Write out every line of the material exactly as it appears.

== Segment start ==

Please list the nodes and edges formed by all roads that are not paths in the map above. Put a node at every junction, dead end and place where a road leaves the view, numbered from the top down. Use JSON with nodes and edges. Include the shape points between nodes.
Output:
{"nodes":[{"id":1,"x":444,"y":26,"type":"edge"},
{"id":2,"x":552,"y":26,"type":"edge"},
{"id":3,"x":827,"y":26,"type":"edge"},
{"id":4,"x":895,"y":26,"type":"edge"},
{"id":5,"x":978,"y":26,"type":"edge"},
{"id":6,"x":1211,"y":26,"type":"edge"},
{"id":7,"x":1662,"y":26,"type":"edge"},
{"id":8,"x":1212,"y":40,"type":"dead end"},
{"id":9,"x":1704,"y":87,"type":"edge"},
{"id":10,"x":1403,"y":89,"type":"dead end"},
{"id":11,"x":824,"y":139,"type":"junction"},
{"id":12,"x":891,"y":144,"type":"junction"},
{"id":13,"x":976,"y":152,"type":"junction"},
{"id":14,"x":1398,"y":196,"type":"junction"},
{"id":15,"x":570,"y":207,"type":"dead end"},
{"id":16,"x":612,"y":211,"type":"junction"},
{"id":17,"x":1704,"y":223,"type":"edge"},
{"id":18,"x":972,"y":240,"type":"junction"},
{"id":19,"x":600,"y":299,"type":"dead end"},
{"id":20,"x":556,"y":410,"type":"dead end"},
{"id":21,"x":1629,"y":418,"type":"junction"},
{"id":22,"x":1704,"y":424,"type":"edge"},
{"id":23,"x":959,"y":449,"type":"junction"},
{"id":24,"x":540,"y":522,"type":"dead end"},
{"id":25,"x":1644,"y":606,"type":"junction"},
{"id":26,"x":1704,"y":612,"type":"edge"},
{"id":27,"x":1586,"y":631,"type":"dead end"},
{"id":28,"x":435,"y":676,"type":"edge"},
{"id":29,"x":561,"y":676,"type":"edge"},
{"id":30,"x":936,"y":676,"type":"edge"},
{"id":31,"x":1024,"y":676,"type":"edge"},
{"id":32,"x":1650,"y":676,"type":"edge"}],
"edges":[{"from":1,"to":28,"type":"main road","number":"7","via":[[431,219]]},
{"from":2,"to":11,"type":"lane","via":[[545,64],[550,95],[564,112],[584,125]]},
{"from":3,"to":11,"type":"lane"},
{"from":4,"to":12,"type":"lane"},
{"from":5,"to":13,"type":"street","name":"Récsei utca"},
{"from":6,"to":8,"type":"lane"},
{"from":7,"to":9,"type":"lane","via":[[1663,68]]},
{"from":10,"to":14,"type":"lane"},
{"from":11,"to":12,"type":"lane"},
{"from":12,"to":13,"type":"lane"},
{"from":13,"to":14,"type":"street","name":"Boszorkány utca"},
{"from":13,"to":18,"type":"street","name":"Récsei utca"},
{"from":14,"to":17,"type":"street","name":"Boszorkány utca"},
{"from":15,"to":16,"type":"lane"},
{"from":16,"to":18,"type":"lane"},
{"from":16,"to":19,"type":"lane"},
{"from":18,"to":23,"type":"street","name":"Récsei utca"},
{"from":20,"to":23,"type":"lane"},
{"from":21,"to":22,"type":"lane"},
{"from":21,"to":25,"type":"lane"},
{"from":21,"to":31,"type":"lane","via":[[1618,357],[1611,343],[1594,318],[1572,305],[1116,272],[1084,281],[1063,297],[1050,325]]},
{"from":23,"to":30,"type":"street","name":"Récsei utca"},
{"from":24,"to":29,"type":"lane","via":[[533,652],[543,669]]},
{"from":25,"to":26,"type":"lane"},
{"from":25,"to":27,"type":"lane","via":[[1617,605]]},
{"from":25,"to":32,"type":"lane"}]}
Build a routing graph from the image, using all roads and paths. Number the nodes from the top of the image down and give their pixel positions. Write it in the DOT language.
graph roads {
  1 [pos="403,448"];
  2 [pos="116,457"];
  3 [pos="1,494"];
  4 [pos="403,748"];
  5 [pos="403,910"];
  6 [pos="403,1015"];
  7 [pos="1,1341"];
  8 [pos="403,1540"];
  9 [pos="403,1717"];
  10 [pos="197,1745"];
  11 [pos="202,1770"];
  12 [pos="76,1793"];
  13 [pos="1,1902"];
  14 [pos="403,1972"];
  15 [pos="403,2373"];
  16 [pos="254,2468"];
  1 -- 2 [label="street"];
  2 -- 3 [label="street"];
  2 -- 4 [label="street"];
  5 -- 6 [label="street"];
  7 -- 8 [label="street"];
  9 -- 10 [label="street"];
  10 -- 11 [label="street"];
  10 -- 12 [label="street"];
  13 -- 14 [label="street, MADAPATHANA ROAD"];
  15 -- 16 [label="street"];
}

== Segment end ==

Exercise output:
Please list the nodes and edges formed by all roads that are not paths in the map above. Put a node at every junction, dead end and place where a road leaves the view, numbered from the top down. Use JSON with nodes and edges. Include the shape points between nodes.
Output:
{"nodes":[{"id":1,"x":444,"y":26,"type":"edge"},
{"id":2,"x":552,"y":26,"type":"edge"},
{"id":3,"x":827,"y":26,"type":"edge"},
{"id":4,"x":895,"y":26,"type":"edge"},
{"id":5,"x":978,"y":26,"type":"edge"},
{"id":6,"x":1211,"y":26,"type":"edge"},
{"id":7,"x":1662,"y":26,"type":"edge"},
{"id":8,"x":1212,"y":40,"type":"dead end"},
{"id":9,"x":1704,"y":87,"type":"edge"},
{"id":10,"x":1403,"y":89,"type":"dead end"},
{"id":11,"x":824,"y":139,"type":"junction"},
{"id":12,"x":891,"y":144,"type":"junction"},
{"id":13,"x":976,"y":152,"type":"junction"},
{"id":14,"x":1398,"y":196,"type":"junction"},
{"id":15,"x":570,"y":207,"type":"dead end"},
{"id":16,"x":612,"y":211,"type":"junction"},
{"id":17,"x":1704,"y":223,"type":"edge"},
{"id":18,"x":972,"y":240,"type":"junction"},
{"id":19,"x":600,"y":299,"type":"dead end"},
{"id":20,"x":556,"y":410,"type":"dead end"},
{"id":21,"x":1629,"y":418,"type":"junction"},
{"id":22,"x":1704,"y":424,"type":"edge"},
{"id":23,"x":959,"y":449,"type":"junction"},
{"id":24,"x":540,"y":522,"type":"dead end"},
{"id":25,"x":1644,"y":606,"type":"junction"},
{"id":26,"x":1704,"y":612,"type":"edge"},
{"id":27,"x":1586,"y":631,"type":"dead end"},
{"id":28,"x":435,"y":676,"type":"edge"},
{"id":29,"x":561,"y":676,"type":"edge"},
{"id":30,"x":936,"y":676,"type":"edge"},
{"id":31,"x":1024,"y":676,"type":"edge"},
{"id":32,"x":1650,"y":676,"type":"edge"}],
"edges":[{"from":1,"to":28,"type":"main road","number":"7","via":[[431,219]]},
{"from":2,"to":11,"type":"lane","via":[[545,64],[550,95],[564,112],[584,125]]},
{"from":3,"to":11,"type":"lane"},
{"from":4,"to":12,"type":"lane"},
{"from":5,"to":13,"type":"street","name":"Récsei utca"},
{"from":6,"to":8,"type":"lane"},
{"from":7,"to":9,"type":"lane","via":[[1663,68]]},
{"from":10,"to":14,"type":"lane"},
{"from":11,"to":12,"type":"lane"},
{"from":12,"to":13,"type":"lane"},
{"from":13,"to":14,"type":"street","name":"Boszorkány utca"},
{"from":13,"to":18,"type":"street","name":"Récsei utca"},
{"from":14,"to":17,"type":"street","name":"Boszorkány utca"},
{"from":15,"to":16,"type":"lane"},
{"from":16,"to":18,"type":"lane"},
{"from":16,"to":19,"type":"lane"},
{"from":18,"to":23,"type":"street","name":"Récsei utca"},
{"from":20,"to":23,"type":"lane"},
{"from":21,"to":22,"type":"lane"},
{"from":21,"to":25,"type":"lane"},
{"from":21,"to":31,"type":"lane","via":[[1618,357],[1611,343],[1594,318],[1572,305],[1116,272],[1084,281],[1063,297],[1050,325]]},
{"from":23,"to":30,"type":"street","name":"Récsei utca"},
{"from":24,"to":29,"type":"lane","via":[[533,652],[543,669]]},
{"from":25,"to":26,"type":"lane"},
{"from":25,"to":27,"type":"lane","via":[[1617,605]]},
{"from":25,"to":32,"type":"lane"}]}
Build a routing graph from the image, using all roads and paths. Number the nodes from the top of the image down and give their pixel positions. Write it in the DOT language.
graph roads {
  1 [pos="403,448"];
  2 [pos="116,457"];
  3 [pos="1,494"];
  4 [pos="403,748"];
  5 [pos="403,910"];
  6 [pos="403,1015"];
  7 [pos="1,1341"];
  8 [pos="403,1540"];
  9 [pos="403,1717"];
  10 [pos="197,1745"];
  11 [pos="202,1770"];
  12 [pos="76,1793"];
  13 [pos="1,1902"];
  14 [pos="403,1972"];
  15 [pos="403,2373"];
  16 [pos="254,2468"];
  1 -- 2 [label="street"];
  2 -- 3 [label="street"];
  2 -- 4 [label="street"];
  5 -- 6 [label="street"];
  7 -- 8 [label="street"];
  9 -- 10 [label="street"];
  10 -- 11 [label="street"];
  10 -- 12 [label="street"];
  13 -- 14 [label="street, MADAPATHANA ROAD"];
  15 -- 16 [label="street"];
}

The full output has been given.